» Stored data entries
###
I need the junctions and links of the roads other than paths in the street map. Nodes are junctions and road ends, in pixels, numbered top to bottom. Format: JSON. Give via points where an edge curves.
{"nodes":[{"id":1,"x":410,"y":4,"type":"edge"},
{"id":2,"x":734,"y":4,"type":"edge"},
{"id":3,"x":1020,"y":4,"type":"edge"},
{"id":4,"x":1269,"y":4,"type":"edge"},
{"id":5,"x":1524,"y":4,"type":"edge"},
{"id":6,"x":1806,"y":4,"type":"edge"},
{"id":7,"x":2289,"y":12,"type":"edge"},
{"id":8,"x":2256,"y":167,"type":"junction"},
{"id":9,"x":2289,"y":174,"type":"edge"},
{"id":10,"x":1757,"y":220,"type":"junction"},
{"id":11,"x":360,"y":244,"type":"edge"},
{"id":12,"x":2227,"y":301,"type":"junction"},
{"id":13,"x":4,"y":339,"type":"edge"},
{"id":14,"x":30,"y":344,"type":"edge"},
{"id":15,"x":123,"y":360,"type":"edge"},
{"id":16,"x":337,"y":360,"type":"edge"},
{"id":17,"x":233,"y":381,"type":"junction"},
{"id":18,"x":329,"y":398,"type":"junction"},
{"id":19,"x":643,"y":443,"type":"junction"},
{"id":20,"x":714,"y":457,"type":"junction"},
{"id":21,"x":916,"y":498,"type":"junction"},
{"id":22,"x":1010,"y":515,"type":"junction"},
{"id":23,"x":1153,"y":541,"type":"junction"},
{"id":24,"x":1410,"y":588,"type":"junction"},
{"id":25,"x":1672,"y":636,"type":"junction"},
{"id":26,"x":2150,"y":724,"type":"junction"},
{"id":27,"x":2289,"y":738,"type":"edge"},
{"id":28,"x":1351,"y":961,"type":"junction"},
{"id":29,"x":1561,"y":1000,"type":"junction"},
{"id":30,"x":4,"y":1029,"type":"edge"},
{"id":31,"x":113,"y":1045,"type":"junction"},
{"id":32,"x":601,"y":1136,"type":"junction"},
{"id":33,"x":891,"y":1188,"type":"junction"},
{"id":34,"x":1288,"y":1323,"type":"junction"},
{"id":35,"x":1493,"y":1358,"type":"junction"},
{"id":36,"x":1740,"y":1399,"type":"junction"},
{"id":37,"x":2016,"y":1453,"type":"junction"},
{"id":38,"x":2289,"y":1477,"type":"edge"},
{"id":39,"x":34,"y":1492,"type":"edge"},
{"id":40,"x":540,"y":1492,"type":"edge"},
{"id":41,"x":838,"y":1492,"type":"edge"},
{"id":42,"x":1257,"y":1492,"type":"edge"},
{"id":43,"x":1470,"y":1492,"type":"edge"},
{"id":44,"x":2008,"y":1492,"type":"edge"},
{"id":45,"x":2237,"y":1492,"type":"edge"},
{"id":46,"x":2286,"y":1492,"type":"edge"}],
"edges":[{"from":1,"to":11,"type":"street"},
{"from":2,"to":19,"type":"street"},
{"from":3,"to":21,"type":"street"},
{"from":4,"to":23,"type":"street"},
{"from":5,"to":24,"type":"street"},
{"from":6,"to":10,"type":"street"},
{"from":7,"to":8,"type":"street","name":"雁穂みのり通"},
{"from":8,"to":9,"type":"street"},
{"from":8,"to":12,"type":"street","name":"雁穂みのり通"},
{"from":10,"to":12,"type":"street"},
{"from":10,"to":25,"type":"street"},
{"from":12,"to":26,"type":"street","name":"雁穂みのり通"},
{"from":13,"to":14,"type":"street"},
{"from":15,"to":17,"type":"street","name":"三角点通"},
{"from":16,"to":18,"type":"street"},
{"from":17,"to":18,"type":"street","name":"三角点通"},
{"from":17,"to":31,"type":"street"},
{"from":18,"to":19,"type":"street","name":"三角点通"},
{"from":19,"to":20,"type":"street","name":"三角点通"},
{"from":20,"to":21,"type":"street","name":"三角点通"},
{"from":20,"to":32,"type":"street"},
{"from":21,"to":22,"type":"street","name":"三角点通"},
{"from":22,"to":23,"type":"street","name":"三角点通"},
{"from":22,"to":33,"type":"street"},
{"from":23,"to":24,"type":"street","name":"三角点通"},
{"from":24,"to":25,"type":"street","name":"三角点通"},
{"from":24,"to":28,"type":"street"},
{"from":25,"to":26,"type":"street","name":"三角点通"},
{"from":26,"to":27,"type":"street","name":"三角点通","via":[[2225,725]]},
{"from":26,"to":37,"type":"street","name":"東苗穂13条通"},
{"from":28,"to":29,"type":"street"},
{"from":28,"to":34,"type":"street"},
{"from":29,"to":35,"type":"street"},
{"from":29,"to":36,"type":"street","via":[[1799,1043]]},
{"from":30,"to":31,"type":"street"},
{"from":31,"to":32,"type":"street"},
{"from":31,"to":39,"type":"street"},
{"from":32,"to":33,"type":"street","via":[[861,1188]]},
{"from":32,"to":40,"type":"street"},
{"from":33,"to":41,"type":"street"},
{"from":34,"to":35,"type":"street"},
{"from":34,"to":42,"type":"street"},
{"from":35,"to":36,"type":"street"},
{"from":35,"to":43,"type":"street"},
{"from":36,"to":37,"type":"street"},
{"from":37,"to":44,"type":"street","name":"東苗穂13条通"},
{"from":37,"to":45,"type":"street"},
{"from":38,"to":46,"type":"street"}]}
###
» Problem description
Send back each record exactly as it stands.

» Result below
I need the junctions and links of the roads other than paths in the street map. Nodes are junctions and road ends, in pixels, numbered top to bottom. Format: JSON. Give via points where an edge curves.
{"nodes":[{"id":1,"x":410,"y":4,"type":"edge"},
{"id":2,"x":734,"y":4,"type":"edge"},
{"id":3,"x":1020,"y":4,"type":"edge"},
{"id":4,"x":1269,"y":4,"type":"edge"},
{"id":5,"x":1524,"y":4,"type":"edge"},
{"id":6,"x":1806,"y":4,"type":"edge"},
{"id":7,"x":2289,"y":12,"type":"edge"},
{"id":8,"x":2256,"y":167,"type":"junction"},
{"id":9,"x":2289,"y":174,"type":"edge"},
{"id":10,"x":1757,"y":220,"type":"junction"},
{"id":11,"x":360,"y":244,"type":"edge"},
{"id":12,"x":2227,"y":301,"type":"junction"},
{"id":13,"x":4,"y":339,"type":"edge"},
{"id":14,"x":30,"y":344,"type":"edge"},
{"id":15,"x":123,"y":360,"type":"edge"},
{"id":16,"x":337,"y":360,"type":"edge"},
{"id":17,"x":233,"y":381,"type":"junction"},
{"id":18,"x":329,"y":398,"type":"junction"},
{"id":19,"x":643,"y":443,"type":"junction"},
{"id":20,"x":714,"y":457,"type":"junction"},
{"id":21,"x":916,"y":498,"type":"junction"},
{"id":22,"x":1010,"y":515,"type":"junction"},
{"id":23,"x":1153,"y":541,"type":"junction"},
{"id":24,"x":1410,"y":588,"type":"junction"},
{"id":25,"x":1672,"y":636,"type":"junction"},
{"id":26,"x":2150,"y":724,"type":"junction"},
{"id":27,"x":2289,"y":738,"type":"edge"},
{"id":28,"x":1351,"y":961,"type":"junction"},
{"id":29,"x":1561,"y":1000,"type":"junction"},
{"id":30,"x":4,"y":1029,"type":"edge"},
{"id":31,"x":113,"y":1045,"type":"junction"},
{"id":32,"x":601,"y":1136,"type":"junction"},
{"id":33,"x":891,"y":1188,"type":"junction"},
{"id":34,"x":1288,"y":1323,"type":"junction"},
{"id":35,"x":1493,"y":1358,"type":"junction"},
{"id":36,"x":1740,"y":1399,"type":"junction"},
{"id":37,"x":2016,"y":1453,"type":"junction"},
{"id":38,"x":2289,"y":1477,"type":"edge"},
{"id":39,"x":34,"y":1492,"type":"edge"},
{"id":40,"x":540,"y":1492,"type":"edge"},
{"id":41,"x":838,"y":1492,"type":"edge"},
{"id":42,"x":1257,"y":1492,"type":"edge"},
{"id":43,"x":1470,"y":1492,"type":"edge"},
{"id":44,"x":2008,"y":1492,"type":"edge"},
{"id":45,"x":2237,"y":1492,"type":"edge"},
{"id":46,"x":2286,"y":1492,"type":"edge"}],
"edges":[{"from":1,"to":11,"type":"street"},
{"from":2,"to":19,"type":"street"},
{"from":3,"to":21,"type":"street"},
{"from":4,"to":23,"type":"street"},
{"from":5,"to":24,"type":"street"},
{"from":6,"to":10,"type":"street"},
{"from":7,"to":8,"type":"street","name":"雁穂みのり通"},
{"from":8,"to":9,"type":"street"},
{"from":8,"to":12,"type":"street","name":"雁穂みのり通"},
{"from":10,"to":12,"type":"street"},
{"from":10,"to":25,"type":"street"},
{"from":12,"to":26,"type":"street","name":"雁穂みのり通"},
{"from":13,"to":14,"type":"street"},
{"from":15,"to":17,"type":"street","name":"三角点通"},
{"from":16,"to":18,"type":"street"},
{"from":17,"to":18,"type":"street","name":"三角点通"},
{"from":17,"to":31,"type":"street"},
{"from":18,"to":19,"type":"street","name":"三角点通"},
{"from":19,"to":20,"type":"street","name":"三角点通"},
{"from":20,"to":21,"type":"street","name":"三角点通"},
{"from":20,"to":32,"type":"street"},
{"from":21,"to":22,"type":"street","name":"三角点通"},
{"from":22,"to":23,"type":"street","name":"三角点通"},
{"from":22,"to":33,"type":"street"},
{"from":23,"to":24,"type":"street","name":"三角点通"},
{"from":24,"to":25,"type":"street","name":"三角点通"},
{"from":24,"to":28,"type":"street"},
{"from":25,"to":26,"type":"street","name":"三角点通"},
{"from":26,"to":27,"type":"street","name":"三角点通","via":[[2225,725]]},
{"from":26,"to":37,"type":"street","name":"東苗穂13条通"},
{"from":28,"to":29,"type":"street"},
{"from":28,"to":34,"type":"street"},
{"from":29,"to":35,"type":"street"},
{"from":29,"to":36,"type":"street","via":[[1799,1043]]},
{"from":30,"to":31,"type":"street"},
{"from":31,"to":32,"type":"street"},
{"from":31,"to":39,"type":"street"},
{"from":32,"to":33,"type":"street","via":[[861,1188]]},
{"from":32,"to":40,"type":"street"},
{"from":33,"to":41,"type":"street"},
{"from":34,"to":35,"type":"street"},
{"from":34,"to":42,"type":"street"},
{"from":35,"to":36,"type":"street"},
{"from":35,"to":43,"type":"street"},
{"from":36,"to":37,"type":"street"},
{"from":37,"to":44,"type":"street","name":"東苗穂13条通"},
{"from":37,"to":45,"type":"street"},
{"from":38,"to":46,"type":"street"}]}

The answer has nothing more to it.